Emirsyah dinilai terbukti mengubah rencana kebutuhan pengadaan pesawat dari 70 kursi menjadi 90 kursi, tanpa terlebih dahulu ditetapkan dalam rencana jangka panjang perusahaan.
Ia juga diyakini memerintahkan bawahannya untuk mengubah kriteria pemilihan dalam pengadaan pesawat di Garuda Indonesia tanpa persetujuan dari dewan direksi.
Emirsyah pun dinilai jaksa telah terbukti bersekongkol dengan Soetikno selaku penasihat komersial Bombardier dan Avions De Transport Regional (ATR) untuk memenangkan Bombardier dan ATR dalam pemilihan pengadaan pesawat di Garuda Indonesia.
Padahal, pesawat jenis Bombardier CRJ-1000 dan ATR 72-600 tidak sesuai dengan konsep bisnis Garuda Indonesia yang menyediakan pelayanan penuh.
Perbuatan Emirsyah Satar tersebut didakwa mengakibatkan kerugian keuangan negara pada Garuda Indonesia dengan jumlah total 609,81 juta dolar AS.

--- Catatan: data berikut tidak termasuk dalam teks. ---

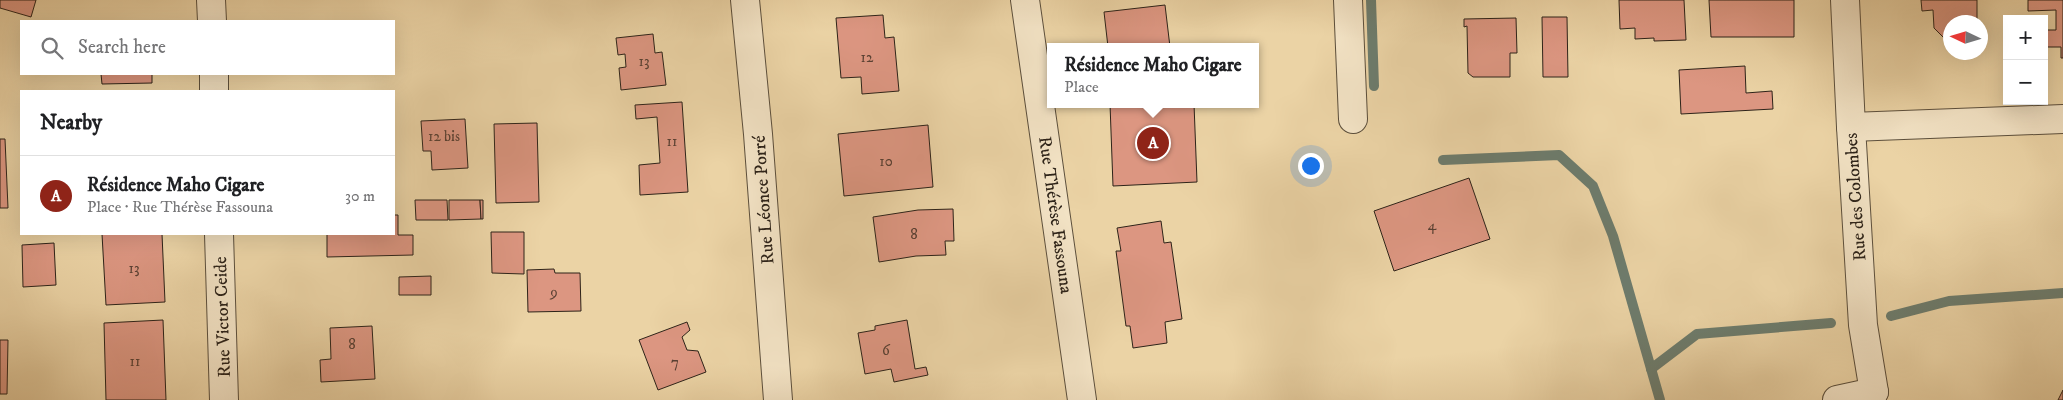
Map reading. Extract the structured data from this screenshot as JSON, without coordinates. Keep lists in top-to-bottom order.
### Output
{
  "streets": {
    "street": [
      "Rue des Colombes",
      "Rue Léonce Porré",
      "Rue Thérèse Fassouna",
      "Rue Victor Ceide"
    ]
  },
  "house_numbers": [
    "12",
    "13",
    "12 bis",
    "11",
    "10",
    "4",
    "8",
    "13",
    "9",
    "8",
    "6",
    "11",
    "7"
  ],
  "north": "left",
  "page": {
    "map_buttons": ["+", "−"],
    "search": "Search here",
    "popup": ["Résidence Maho Cigare", "Place"],
    "heading": "Nearby",
    "pins": "A",
    "list": [
      {
        "mark": "A",
        "name": "Résidence Maho Cigare",
        "note": "Place · Rue Thérèse Fassouna",
        "value": "30 m"
      }
    ]
  }
}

Ini bukan kali pertama Emirsyah diadili di meja hijau. Sebelumnya, Emirsyah Satar telah divonis dalam perkara berbeda.
Pada 8 Mei 2020, Dirut PT Garuda Indonesia 2005–2014 itu divonis 8 tahun penjara ditambah denda Rp1 miliar subsider 3 bulan kurungan serta dihukum membayar uang pengganti sebesar 2,11 juta dolar Singapura.
Vonis tersebut sebagai akibat Emirsyah yang telah terbukti menerima suap senilai Rp49,3 miliar dan pencucian uang sebesar Rp87,464 miliar.